My grandmother tossed off her blanket. “Granddaughter, home at last. What took you so long?”
I wanted to throw my arms around her. I would have, except that there was barely enough room to shake hands, which of course we did, all round, for these were Indian Shakers.
As soon as she noticed me Seya sat up, and ordered the parish claque out. As they went, they seized our hands for one last pull. They interpreted her feistiness—one might say, rudeness—as a sign that their prayers had worked a miracle. The deaconess, no longer a figure of awe but instead a hearty Jamestown matron, threw the door open.

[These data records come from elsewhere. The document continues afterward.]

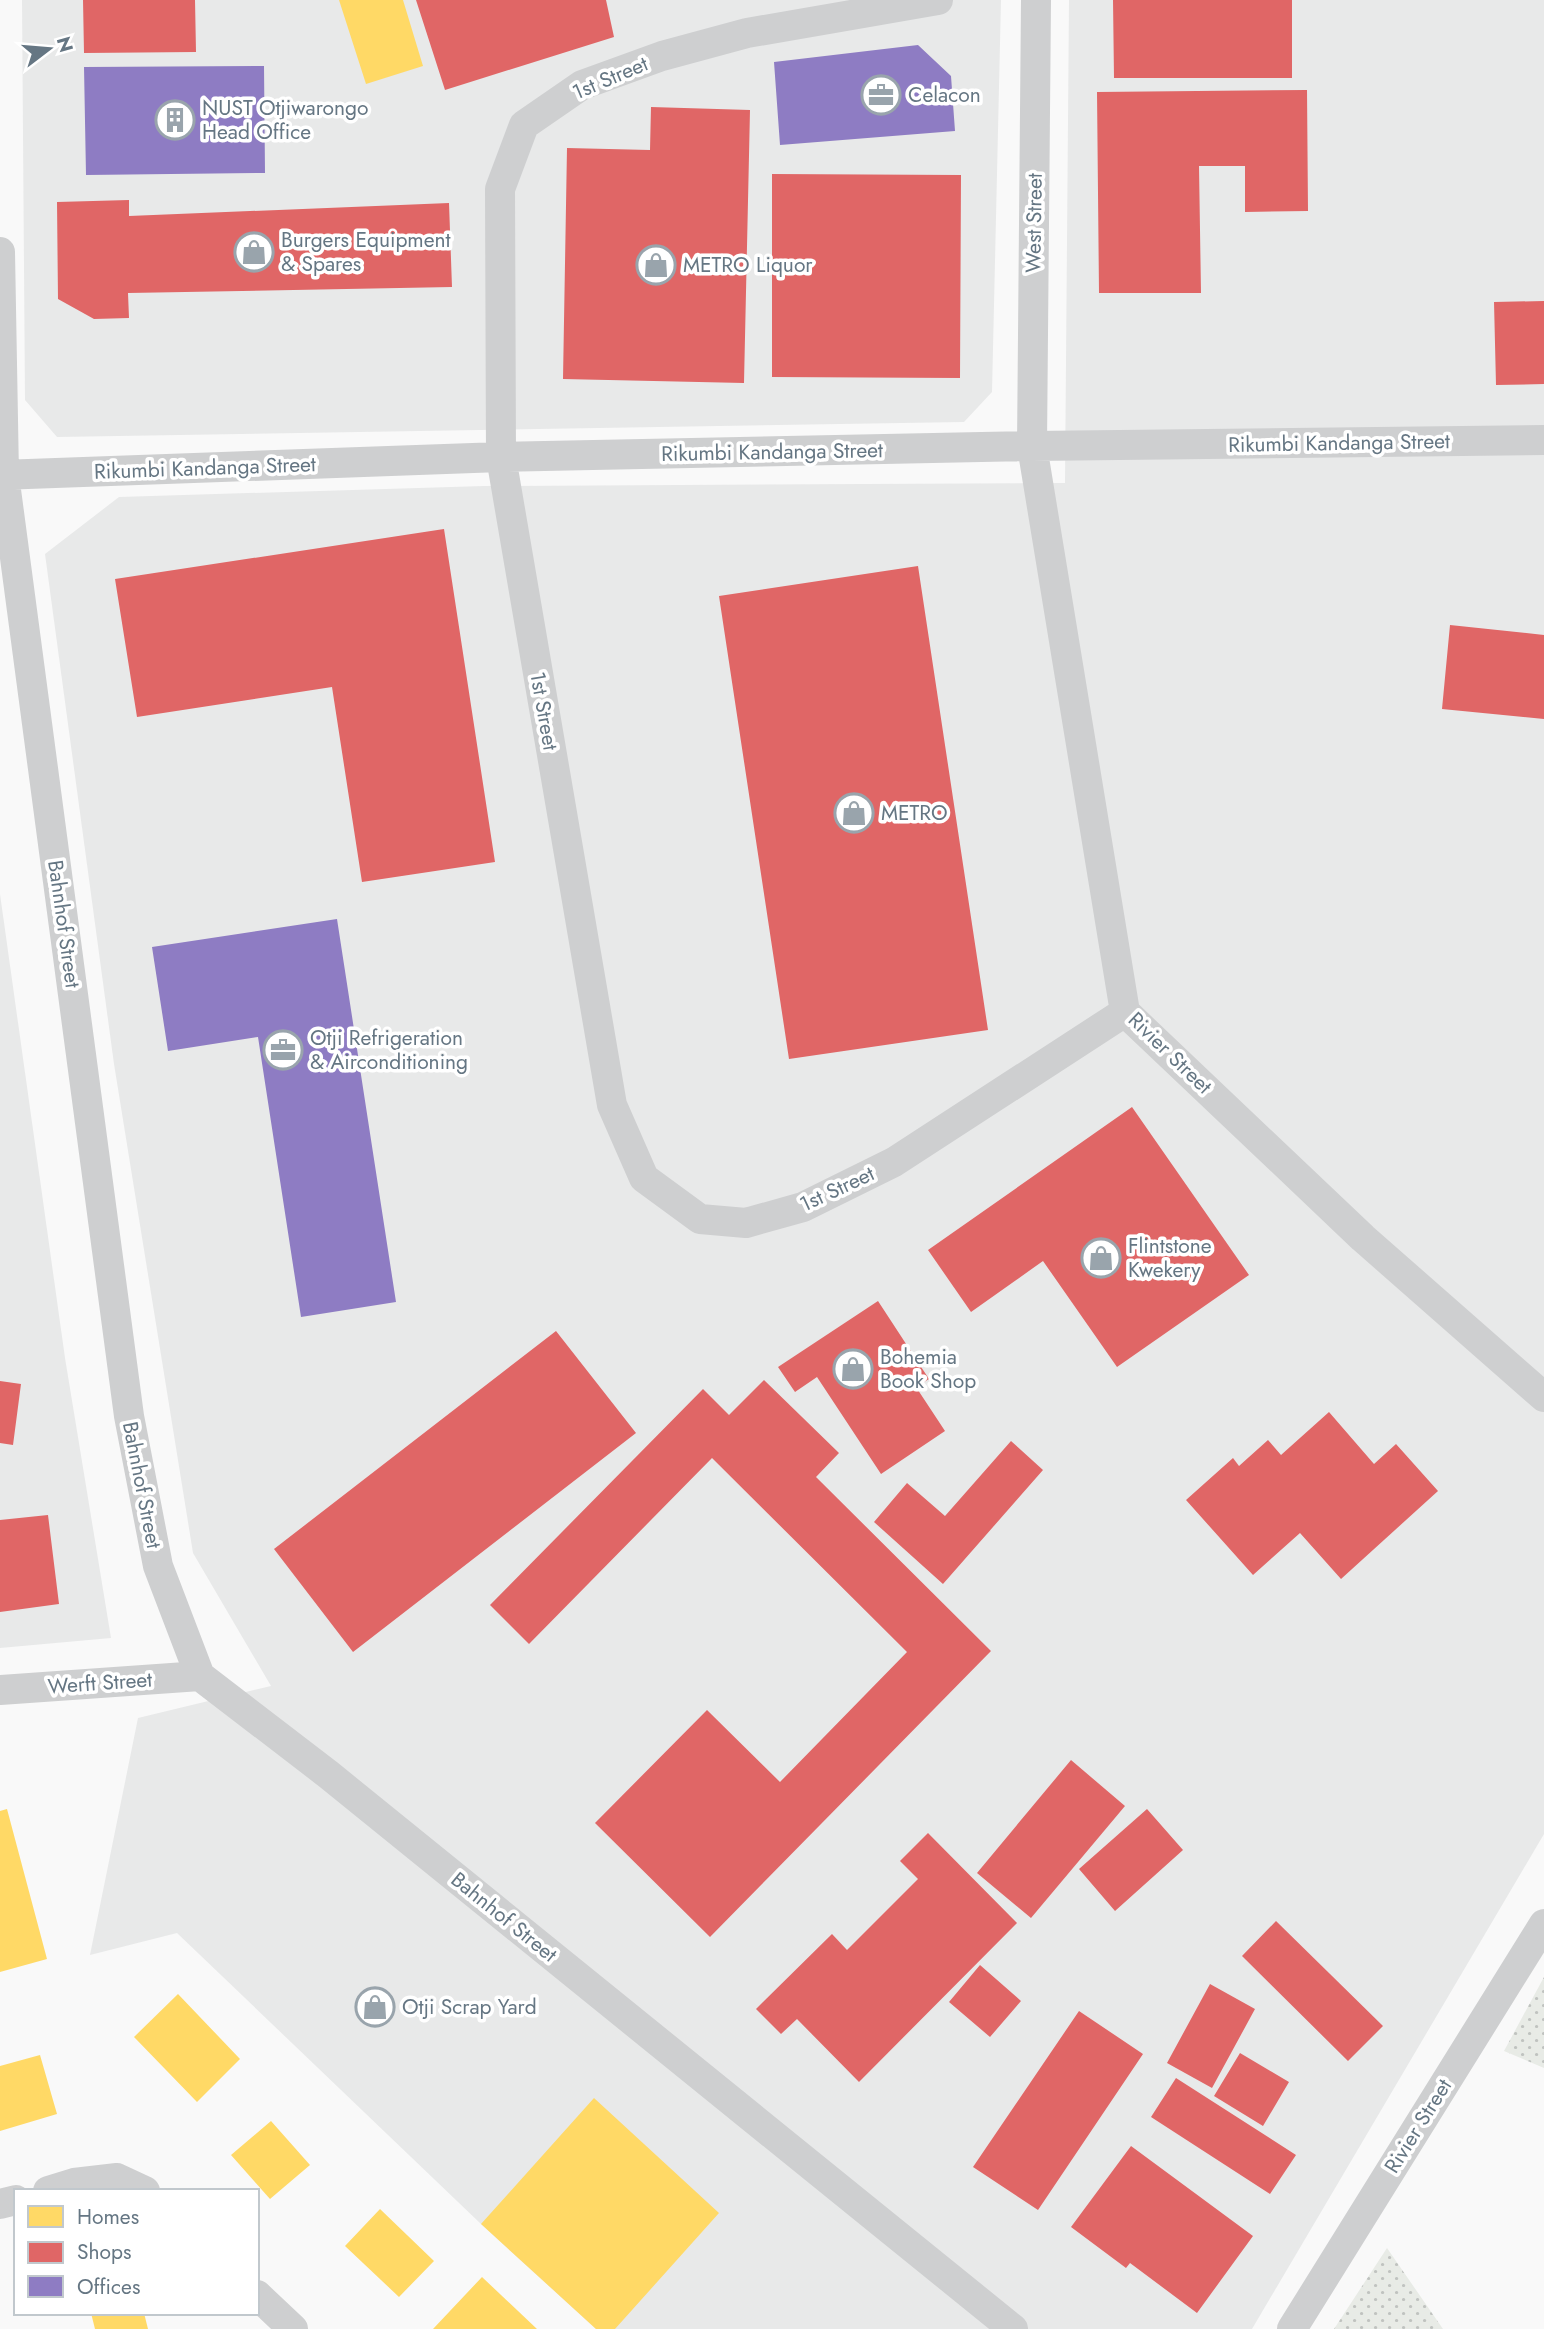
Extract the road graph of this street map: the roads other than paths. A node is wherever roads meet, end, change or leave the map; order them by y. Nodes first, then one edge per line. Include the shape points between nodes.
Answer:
1 (938, 0) edge
2 (1036, 0) edge
3 (0, 252) edge
4 (1544, 440) edge
5 (1032, 446) junction
6 (501, 457) junction
7 (2, 475) edge
8 (1125, 1012) junction
9 (1544, 1397) edge
10 (200, 1675) junction
11 (0, 1690) edge
12 (1544, 1924) edge
13 (54, 2189) edge
14 (141, 2189) edge
15 (259, 2297) edge
16 (293, 2329) edge
17 (1013, 2329) edge
18 (1292, 2329) edge

1 - 6 street, 1st Street via 747,33 662,56 582,85 524,125 500,189
2 - 5 street, West Street
3 - 7 street, Bahnhof Street
4 - 5 street, Rikumbi Kandanga Street
5 - 6 street, Rikumbi Kandanga Street
5 - 8 street, Rivier Street
6 - 7 street, Rikumbi Kandanga Street
6 - 8 street, 1st Street via 612,1105 644,1178 700,1219 746,1223 803,1206 894,1162
7 - 10 street, Bahnhof Street via 129,1416 158,1566
8 - 9 street, Rivier Street via 1363,1238
10 - 11 street, Werft Street
10 - 17 street, Bahnhof Street
12 - 18 street, Rivier Street
13 - 14 street via 117,2178
15 - 16 street

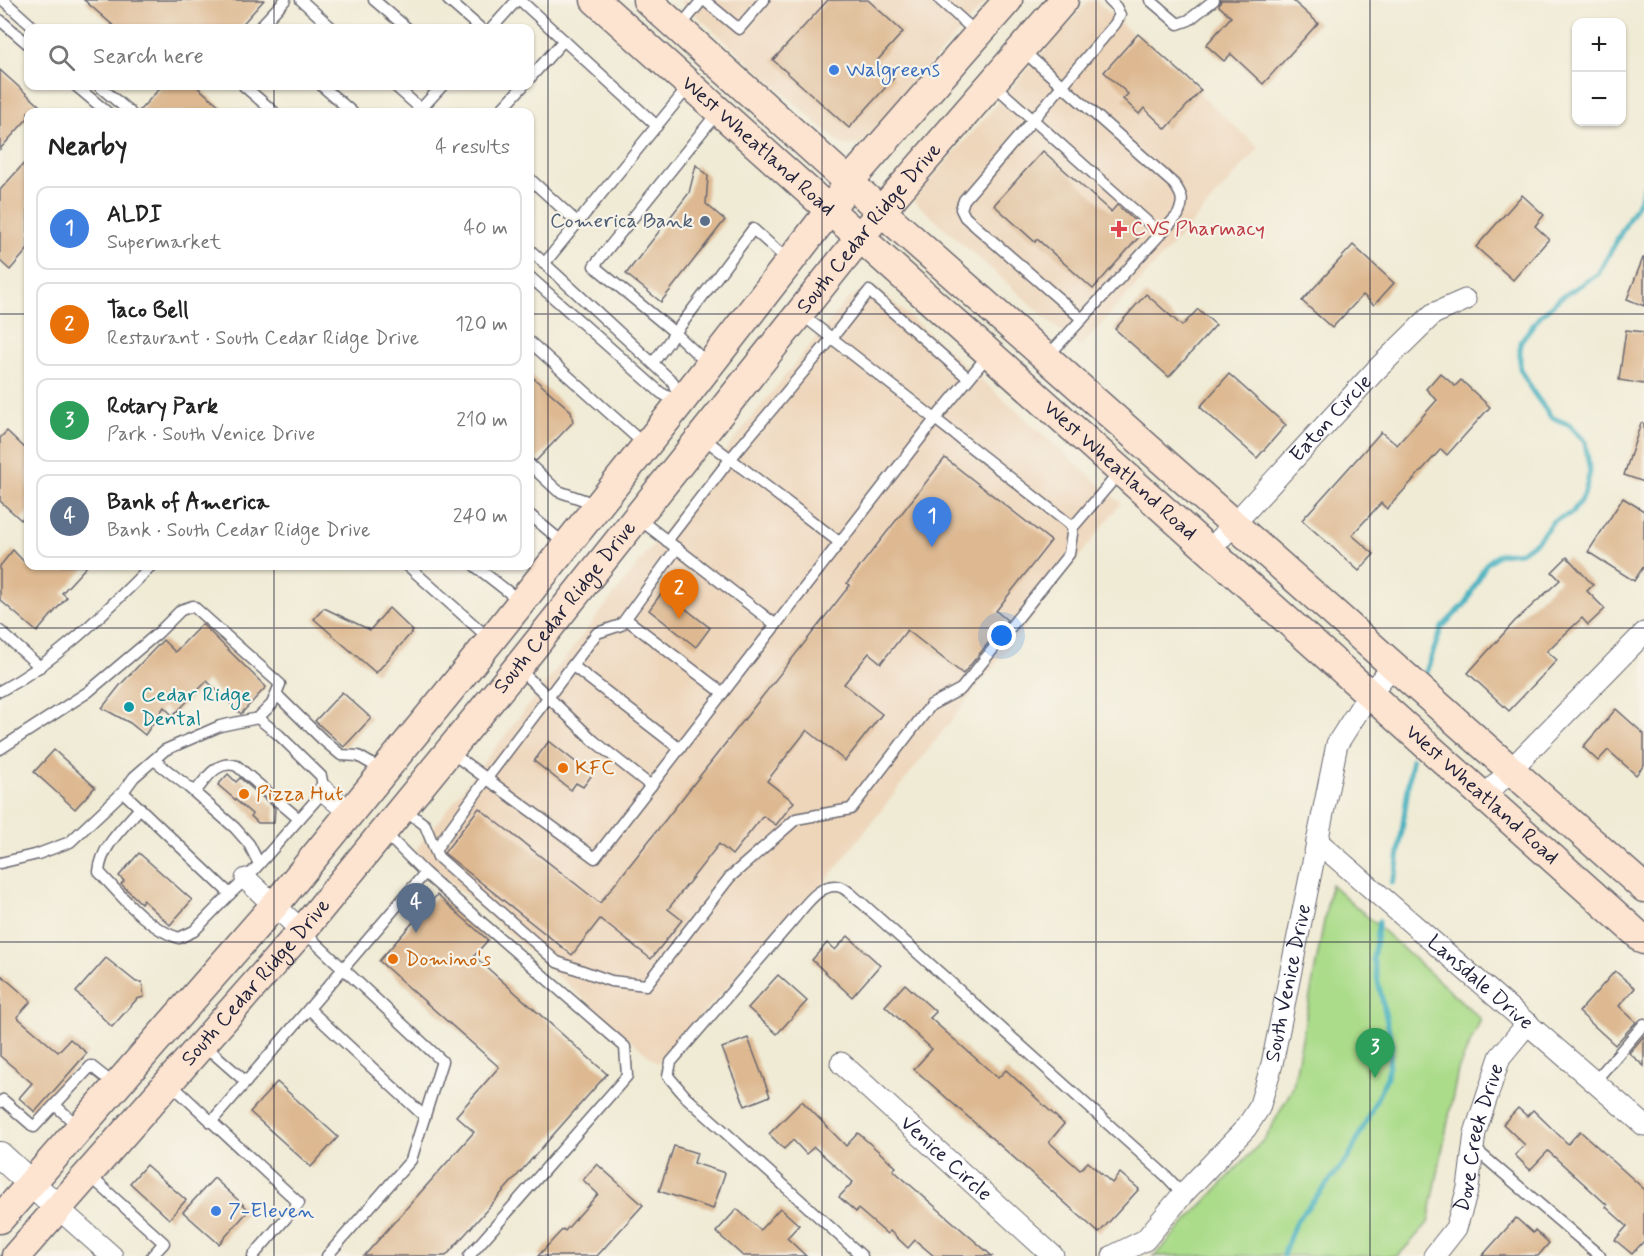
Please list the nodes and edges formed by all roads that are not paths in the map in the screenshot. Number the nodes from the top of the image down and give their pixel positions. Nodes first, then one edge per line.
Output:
1 (3, 0) edge
2 (285, 0) edge
3 (301, 0) edge
4 (374, 0) edge
5 (448, 0) edge
6 (519, 0) edge
7 (595, 0) edge
8 (647, 0) edge
9 (703, 0) edge
10 (764, 0) edge
11 (940, 0) edge
12 (1008, 0) edge
13 (1064, 0) edge
14 (1109, 0) edge
15 (1150, 0) edge
16 (1214, 0) edge
17 (0, 20) edge
18 (30, 24) edge
19 (263, 24) edge
20 (328, 24) edge
21 (402, 24) edge
22 (475, 24) edge
23 (496, 24) edge
24 (679, 28) junction
25 (978, 34) junction
26 (564, 40) junction
27 (24, 41) edge
28 (1021, 49) junction
29 (534, 74) edge
30 (992, 83) junction
31 (690, 84) junction
32 (1062, 85) junction
33 (81, 90) edge
34 (104, 90) edge
35 (249, 90) edge
36 (327, 90) edge
37 (399, 90) edge
38 (438, 90) edge
39 (519, 90) edge
40 (102, 108) edge
41 (125, 108) edge
42 (269, 108) edge
43 (347, 108) edge
44 (416, 108) edge
45 (422, 108) edge
46 (503, 108) edge
47 (719, 110) junction
48 (1032, 120) junction
49 (657, 126) junction
50 (849, 182) junction
51 (534, 183) edge
52 (830, 210) junction
53 (881, 211) junction
54 (578, 223) junction
55 (1161, 234) junction
56 (860, 238) junction
57 (534, 254) edge
58 (790, 261) junction
59 (544, 264) junction
60 (534, 281) edge
61 (1465, 300) dead end
62 (800, 314) junction
63 (1082, 319) junction
64 (675, 333) junction
65 (832, 338) junction
66 (534, 346) edge
67 (989, 354) junction
68 (1046, 358) junction
69 (653, 363) junction
70 (710, 366) junction
71 (968, 378) junction
72 (680, 403) junction
73 (936, 418) junction
74 (1071, 427) junction
75 (702, 437) junction
76 (645, 446) junction
77 (731, 458) junction
78 (534, 469) edge
79 (1120, 471) junction
80 (598, 505) junction
81 (534, 518) edge
82 (637, 518) junction
83 (1233, 524) junction
84 (1072, 527) junction
85 (667, 540) junction
86 (839, 542) junction
87 (566, 546) junction
88 (677, 548) junction
89 (1209, 551) junction
90 (147, 570) edge
91 (412, 570) edge
92 (480, 570) edge
93 (522, 602) junction
94 (626, 619) junction
95 (776, 624) junction
96 (0, 631) edge
97 (1644, 633) edge
98 (491, 640) junction
99 (1636, 655) edge
100 (573, 666) junction
101 (1393, 666) junction
102 (40, 667) junction
103 (517, 668) junction
104 (0, 691) edge
105 (276, 693) junction
106 (723, 693) junction
107 (1369, 694) junction
108 (548, 699) junction
109 (258, 718) junction
110 (0, 749) edge
111 (680, 749) junction
112 (449, 751) junction
113 (154, 760) junction
114 (1511, 770) junction
115 (384, 772) junction
116 (486, 778) junction
117 (651, 786) junction
118 (324, 790) junction
119 (123, 792) junction
120 (195, 792) junction
121 (1484, 797) junction
122 (140, 808) junction
123 (403, 808) junction
124 (350, 813) junction
125 (299, 819) junction
126 (384, 831) junction
127 (1317, 841) junction
128 (435, 850) junction
129 (0, 863) edge
130 (252, 871) junction
131 (426, 873) junction
132 (1644, 888) edge
133 (230, 894) junction
134 (274, 906) junction
135 (302, 931) junction
136 (1644, 940) edge
137 (344, 969) junction
138 (309, 1009) junction
139 (1528, 1023) junction
140 (1644, 1023) edge
141 (203, 1044) junction
142 (841, 1063) dead end
143 (246, 1082) junction
144 (1595, 1082) junction
145 (170, 1083) junction
146 (116, 1086) junction
147 (0, 1102) edge
148 (54, 1105) junction
149 (425, 1117) junction
150 (212, 1122) junction
151 (1644, 1125) edge
152 (80, 1128) junction
153 (1473, 1148) junction
154 (0, 1155) edge
155 (89, 1175) junction
156 (32, 1183) junction
157 (1183, 1194) junction
158 (59, 1209) junction
159 (0, 1219) edge
160 (16, 1256) edge
161 (112, 1256) edge
162 (152, 1256) edge
163 (253, 1256) edge
164 (327, 1256) edge
165 (470, 1256) edge
166 (862, 1256) edge
167 (1053, 1256) edge
168 (1113, 1256) edge
169 (1434, 1256) edge
170 (1600, 1256) edge

1 - 18 lane
2 - 19 lane
3 - 20 lane
4 - 21 lane
5 - 22 lane
6 - 23 lane
6 - 26 lane
7 - 31 main road, West Wheatland Road
8 - 24 main road, West Wheatland Road
9 - 10 lane
9 - 24 lane
11 - 25 lane
12 - 25 main road, South Cedar Ridge Drive
13 - 28 main road, South Cedar Ridge Drive
14 - 32 lane
15 - 16 lane
17 - 27 lane
24 - 50 main road, West Wheatland Road
25 - 50 main road, South Cedar Ridge Drive
26 - 29 lane
26 - 49 lane
28 - 30 main road, South Cedar Ridge Drive
28 - 32 lane
30 - 48 lane
30 - 53 main road, South Cedar Ridge Drive
31 - 47 main road, West Wheatland Road
31 - 49 lane
32 - 48 lane
32 - 55 lane
33 - 40 lane
34 - 41 lane
35 - 42 lane
36 - 43 lane
37 - 44 lane
38 - 45 lane
39 - 46 lane
47 - 52 main road, West Wheatland Road
47 - 64 lane
48 - 55 lane
48 - 63 lane
49 - 54 lane
50 - 52 main road, South Cedar Ridge Drive
50 - 53 main road, West Wheatland Road
51 - 54 lane
52 - 56 main road, West Wheatland Road
52 - 58 main road, South Cedar Ridge Drive
53 - 56 main road, South Cedar Ridge Drive
53 - 68 main road, West Wheatland Road
54 - 59 lane
55 - 63 lane
56 - 62 main road, South Cedar Ridge Drive
56 - 67 main road, West Wheatland Road
57 - 59 lane
58 - 64 lane
58 - 70 main road, South Cedar Ridge Drive
59 - 69 lane
60 - 72 lane
61 - 83 street, Eaton Circle
62 - 65 lane
62 - 75 main road, South Cedar Ridge Drive
63 - 68 lane
64 - 69 lane
64 - 70 lane
65 - 71 lane
65 - 73 lane
65 - 77 lane
66 - 76 lane
67 - 71 lane
67 - 74 main road, West Wheatland Road
68 - 74 main road
68 - 83 main road, West Wheatland Road
69 - 72 lane
70 - 72 main road, South Cedar Ridge Drive
71 - 73 lane
72 - 75 main road
72 - 76 main road, South Cedar Ridge Drive
73 - 84 lane
73 - 86 lane
74 - 79 main road, West Wheatland Road
75 - 77 lane
75 - 82 main road, South Cedar Ridge Drive
76 - 80 main road, South Cedar Ridge Drive
77 - 85 lane
77 - 86 lane
78 - 80 lane
79 - 84 lane
79 - 89 main road, West Wheatland Road
80 - 87 main road, South Cedar Ridge Drive
81 - 87 lane
82 - 85 lane
82 - 103 main road, South Cedar Ridge Drive
83 - 89 street, Eaton Circle
83 - 101 main road, West Wheatland Road
84 - 128 lane
85 - 88 lane
86 - 95 lane
87 - 93 main road, South Cedar Ridge Drive
88 - 94 lane
88 - 95 lane
89 - 107 main road, West Wheatland Road
90 - 102 lane
91 - 98 lane
92 - 93 lane
93 - 98 main road, South Cedar Ridge Drive
94 - 100 lane
94 - 106 lane
95 - 106 lane
96 - 102 lane
97 - 99 street
98 - 103 main road
98 - 115 main road, South Cedar Ridge Drive
99 - 114 street
100 - 108 lane
100 - 111 lane
101 - 107 street, South Venice Drive
101 - 114 main road, West Wheatland Road
102 - 104 lane
103 - 108 lane
103 - 112 main road, South Cedar Ridge Drive
105 - 109 lane
105 - 110 lane
105 - 115 lane
106 - 111 lane
107 - 121 main road, West Wheatland Road
107 - 127 street, South Venice Drive
108 - 116 lane
108 - 117 lane
109 - 113 lane
109 - 118 lane
111 - 117 lane
112 - 116 lane
112 - 123 main road, South Cedar Ridge Drive
113 - 119 lane
113 - 120 lane
114 - 121 street
114 - 132 main road, West Wheatland Road
115 - 124 main road, South Cedar Ridge Drive
116 - 117 lane
116 - 128 lane
118 - 124 street
118 - 125 lane
119 - 122 lane
119 - 129 lane
120 - 125 lane
120 - 130 lane
121 - 136 main road, West Wheatland Road
122 - 133 lane
122 - 133 lane
123 - 126 main road, South Cedar Ridge Drive
123 - 128 lane
124 - 134 main road, South Cedar Ridge Drive
125 - 130 lane
126 - 131 lane
126 - 135 main road, South Cedar Ridge Drive
127 - 139 street, Lansdale Drive
127 - 157 street, South Venice Drive
130 - 133 lane
130 - 134 street
131 - 137 lane
131 - 165 lane
134 - 135 street
134 - 146 main road, South Cedar Ridge Drive
135 - 137 lane
135 - 141 main road, South Cedar Ridge Drive
137 - 138 lane
137 - 149 lane
138 - 143 lane
138 - 149 lane
139 - 144 street, Lansdale Drive
139 - 153 street, Dove Creek Drive
140 - 144 lane
141 - 143 lane
141 - 145 main road, South Cedar Ridge Drive
142 - 167 street, Venice Circle
143 - 150 lane
144 - 151 street, Lansdale Drive
145 - 150 lane
145 - 155 main road, South Cedar Ridge Drive
146 - 148 lane
146 - 152 main road, South Cedar Ridge Drive
147 - 148 lane
148 - 152 lane
149 - 164 lane
150 - 163 lane
152 - 156 main road, South Cedar Ridge Drive
153 - 169 street, Dove Creek Drive
153 - 170 lane
154 - 156 street
155 - 158 main road, South Cedar Ridge Drive
155 - 162 lane
156 - 158 street
156 - 159 main road, South Cedar Ridge Drive
157 - 166 lane
157 - 168 street, South Venice Drive
158 - 160 main road, South Cedar Ridge Drive
158 - 161 street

As soon as they were gone, my grandmother stood up. Her new slippers made her dainty. As she fussed with the kettle, her eyes shined. “Look at you. Not too bad looking. Your hair is not so blond. Reddish, like your great-great-grandmother. You want tea? Take down the cups. Look, I have sugar.”
She handed me a chipped cup in a mismatched saucer with a tarnished tablespoon. After that she filled her own cup and stretched out her legs on the cedar mat. She blew the steam off of the top to cool it.
It hit me: I belonged.
Maybe it’s true for everyone. Like a seedpod we need to see what it’s like to float unattached. Only then can we land in the place we call home.
Over the top of our rattling cups, we gossiped, as if I had never left, only better than before, since now my grandmother regarded me as an equal: a woman, with knowledge, one part sacrifice and one part suffering. Probably she credited me with more wisdom than I deserved. It was several minutes before I realized that she was speaking to me in her own Coast Salish dialect of Lkungen.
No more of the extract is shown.